Absorption will result in a lower level than what can be achieved via injection. Possible side effects include liver damage, raised cholesterol, salt retention, weight gain, enlarged breasts (not to be confused with pecs!) due to the excess converting to estrogen, acne, water retention, high blood pressure and prostate enlargement. Only a small percentage of people experience side effects but the possibility is worth considering.


Similar to injections, this method bypasses the digestive process and the liver. The blood level is more predictable than with popping testosterone pills but naturally it is lower than what can be achieved via injection.

Transdermal Patch

Sounds perfect and easy until you find out it's not worn on the shoulder but on the scrotum.

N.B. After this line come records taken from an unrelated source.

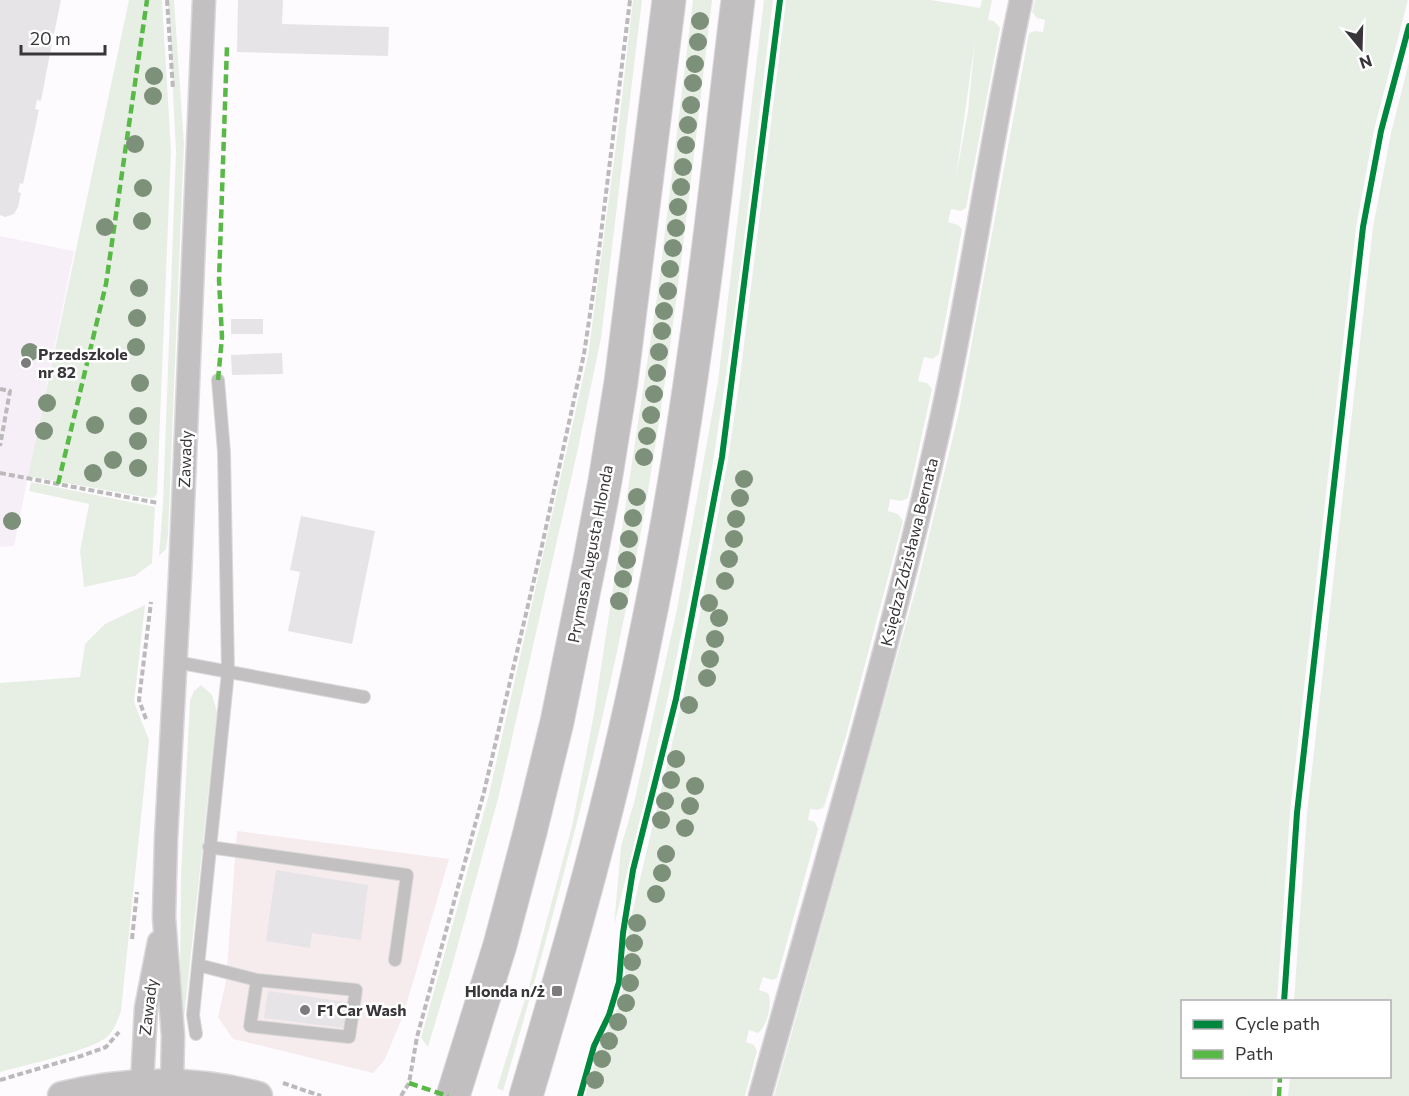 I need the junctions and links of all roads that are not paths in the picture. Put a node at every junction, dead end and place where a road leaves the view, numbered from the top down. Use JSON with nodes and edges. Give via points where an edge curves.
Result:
{"nodes":[{"id":1,"x":204,"y":0,"type":"edge"},
{"id":2,"x":669,"y":0,"type":"edge"},
{"id":3,"x":738,"y":0,"type":"edge"},
{"id":4,"x":1021,"y":0,"type":"edge"},
{"id":5,"x":218,"y":380,"type":"dead end"},
{"id":6,"x":176,"y":662,"type":"junction"},
{"id":7,"x":228,"y":672,"type":"junction"},
{"id":8,"x":364,"y":697,"type":"dead end"},
{"id":9,"x":209,"y":847,"type":"junction"},
{"id":10,"x":164,"y":918,"type":"junction"},
{"id":11,"x":395,"y":960,"type":"dead end"},
{"id":12,"x":198,"y":965,"type":"junction"},
{"id":13,"x":257,"y":980,"type":"junction"},
{"id":14,"x":183,"y":1018,"type":"junction"},
{"id":15,"x":196,"y":1034,"type":"dead end"},
{"id":16,"x":156,"y":1090,"type":"edge"},
{"id":17,"x":62,"y":1096,"type":"edge"},
{"id":18,"x":258,"y":1096,"type":"edge"},
{"id":19,"x":453,"y":1096,"type":"edge"},
{"id":20,"x":526,"y":1096,"type":"edge"},
{"id":21,"x":760,"y":1096,"type":"edge"}],
"edges":[{"from":1,"to":6,"type":"street","name":"Zawady"},
{"from":2,"to":19,"type":"main road","name":"Prymasa Augusta Hlonda","via":[[621,382],[597,526],[530,832]]},
{"from":3,"to":20,"type":"main road","via":[[697,335],[675,482],[645,639],[587,885]]},
{"from":4,"to":21,"type":"street","name":"Księdza Zdzisława Bernata","via":[[935,449],[897,602]]},
{"from":5,"to":7,"type":"lane","via":[[224,452]]},
{"from":6,"to":7,"type":"lane"},
{"from":6,"to":10,"type":"street","name":"Zawady"},
{"from":7,"to":8,"type":"lane"},
{"from":7,"to":9,"type":"lane"},
{"from":9,"to":11,"type":"lane","via":[[406,875]]},
{"from":9,"to":12,"type":"lane"},
{"from":10,"to":14,"type":"street","name":"Zawady"},
{"from":10,"to":16,"type":"street","name":"Zawady","via":[[146,1008]]},
{"from":12,"to":13,"type":"lane"},
{"from":12,"to":14,"type":"lane"},
{"from":13,"to":13,"type":"lane","via":[[250,1026],[349,1037],[356,990]]},
{"from":14,"to":15,"type":"lane"},
{"from":14,"to":16,"type":"street","name":"Zawady"},
{"from":16,"to":17,"type":"street","via":[[88,1090]]},
{"from":16,"to":18,"type":"street","via":[[219,1086]]}]} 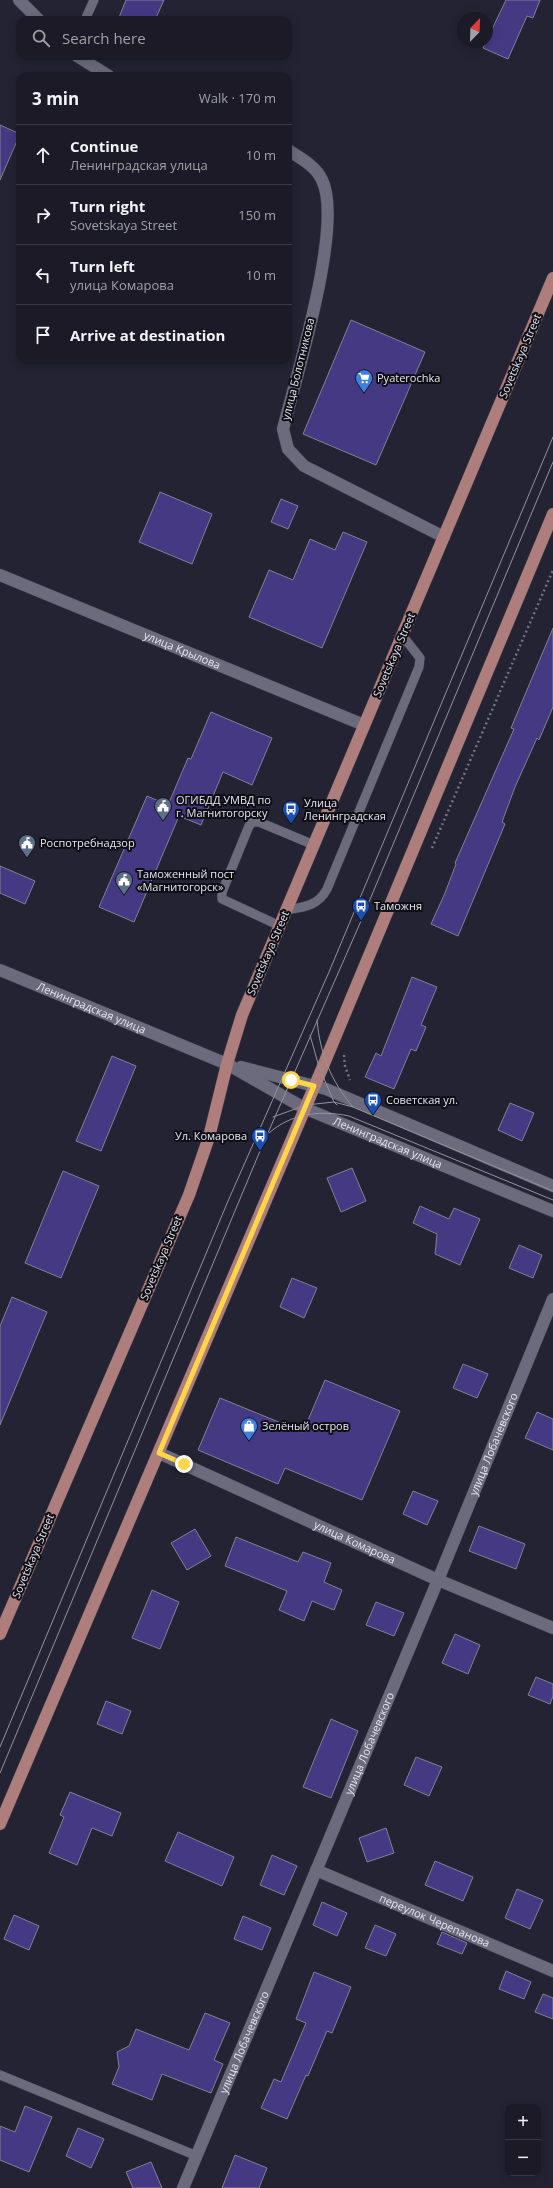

This method more closely imitates the rise and fall that are features of normal testosterone pulse production by the body. There is also less excess produced thereby avoiding the problem of estrogen conversion. However (there is always a however in biomedicine), applying testosterone directly to the testicles could raise the risk of prostate complications - benign or otherwise. Be advised. The long-term effects of high doses to that... uh ... area are unknown.

Since we've mentioned the prostate we might as well quickly run down the basic check for its health. Check your free and total testosterone levels. Have a PSA (prostatic specific antigen) test. Have a prostatic ultra- sound (detects tumors). Have a prostatic rectal exam. (This is one exam you won't have to study for!) How effective? The ultrasound test should pick up about 60 to 70 percent of cancer growths greater than 5 mm. The PSA blood test should detect about 70 percent of prostatic cancers. The rectal exam is regarded as necessary and in conjunction with the other two tests is the best available detection method today.

Testosterone like all human hormones is extremely important to the health and well-being of both men and women. While not obsessing over it, you want to keep tabs on your levels as time goes by. And remember - a hormone is not a vitamin. Resist the urge to increase your testosterone level beyond what is normal and healthy because if you do, you may find your prostate growing faster than your biceps. Also be sure to schedule sufficient rest between workouts to avoid suppressing your immune system and hormone levels. An overworked endocrine system is one of the reasons overtraining leads to stagnation and forced layoffs. The challenge of training is not to see how much or how long you can train or how much punishment your body can take, but how much you can improve your physical condition and your health. Good luck!